When the Detroit Lions decided to waive cornerback Cre’Von LeBlanc in the first week of November, it didn’t move the needle much in terms of relevancy. After a couple of poor performances in backup duty for the Lions, LeBlanc was let go to make room for Andy Jones, who was coming off the PUP list in an effort to help replace the recently-traded Golden Tate.
But two months later, LeBlanc is proving that one team’s practice squad fodder could be another team’s savoir. LeBlanc would not end up clearing waivers. The defending champs, the Philadelphia Eagles, put in a claim for the 24-year-old corner.
In his first week with Philly, LeBlanc was just given special teams duties, the team didn’t want to push him. But it didn’t take long for injuries to force him into the lineup. Just one week after arriving in Philly, LeBlanc played in 44 defensive snaps against the New Orleans Saints—in a 48-7 blowout at the hands of Drew Brees. However, LeBlanc held up his end of the bargain, allowing just two catches for 24 yards on the day.
Two weeks later, LeBlanc was a starter for the Eagles. He would be part of the reason the Eagles won five out of their last six games and make an improbable playoff run.
Philadelphia defensive coordinator Jim Schwartz credits his scouting department for finding LeBlanc on waivers.
“That might’ve been the key to our season, putting a waiver claim in,” Schwartz said. “I had never heard of Cre’Von LeBlanc before.”
LeBlanc hasn’t exactly been a shutdown corner with the Eagles. He has just one pass defended during the regular season, and he had another in Sunday’s Wild Card win over the Bears.

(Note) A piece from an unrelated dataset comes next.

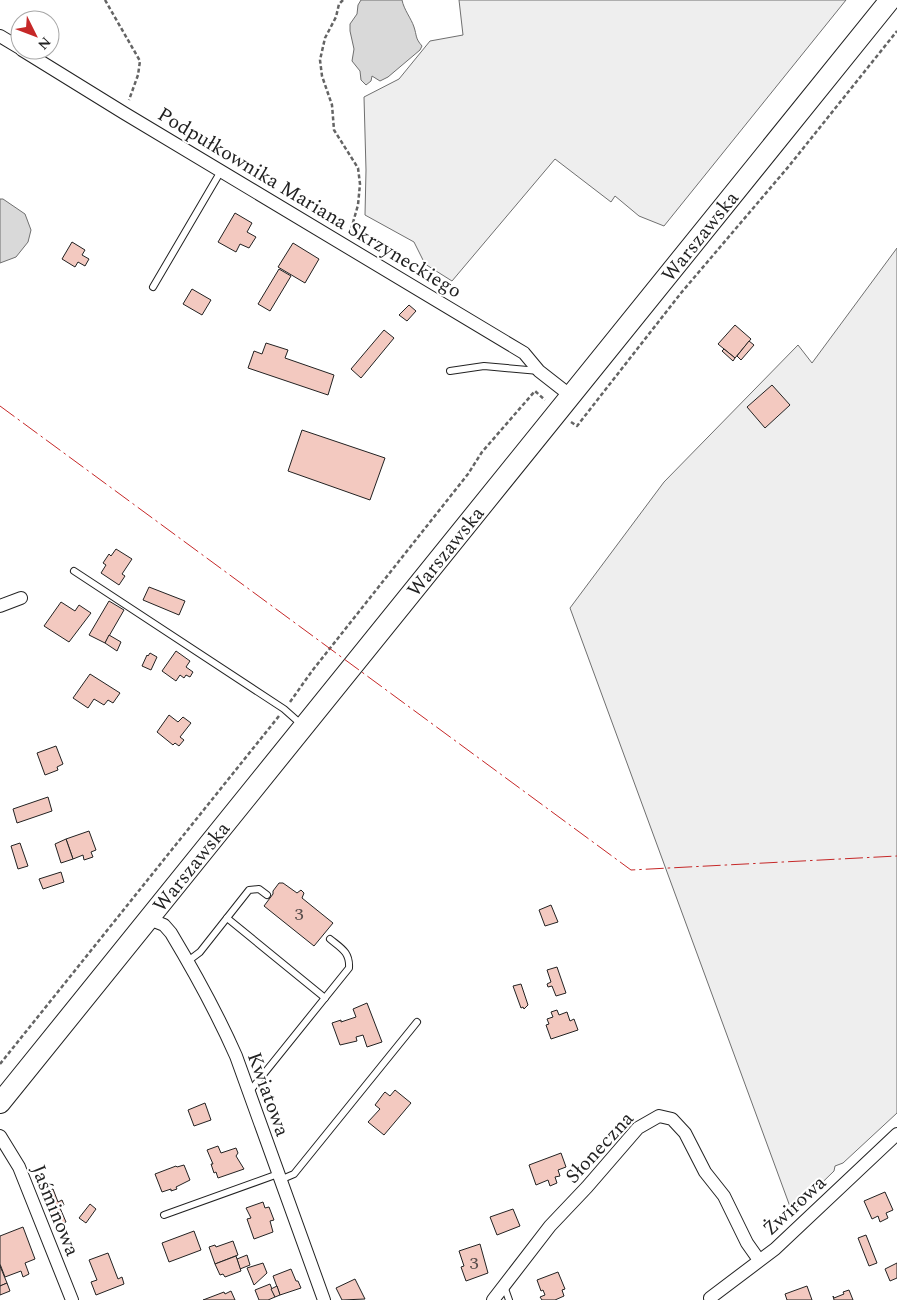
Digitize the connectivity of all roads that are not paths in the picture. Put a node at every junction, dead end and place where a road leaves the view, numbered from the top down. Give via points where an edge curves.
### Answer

But for an Eagles team decimated by injuries in the secondary, LeBlanc’s contributions at cornerback and special teams have been invaluable.
“Cre’Von is another one of those guys that has really stepped up for us,” Schwartz said. “I said before, I don’t know where we’d be without Avonte (Maddox). I don’t know where we’d be without Cre’.”
While the move certainly raises questions about the Lions’ personnel choices—especially considering their own struggles in the secondary—it’s hard to be too critical of the Lions front office here. The Eagles obviously play a much different defensive scheme than the Lions, and it’s not like LeBlanc was playing all that well in Detroit. Additionally, LeBlanc didn’t even start the season with Detroit—the Bears waived him in their final round of preseason roster cuts.
Still, if LeBlanc continues to see more success in Philadelphia, he may be viewed as the one that got away in Detroit.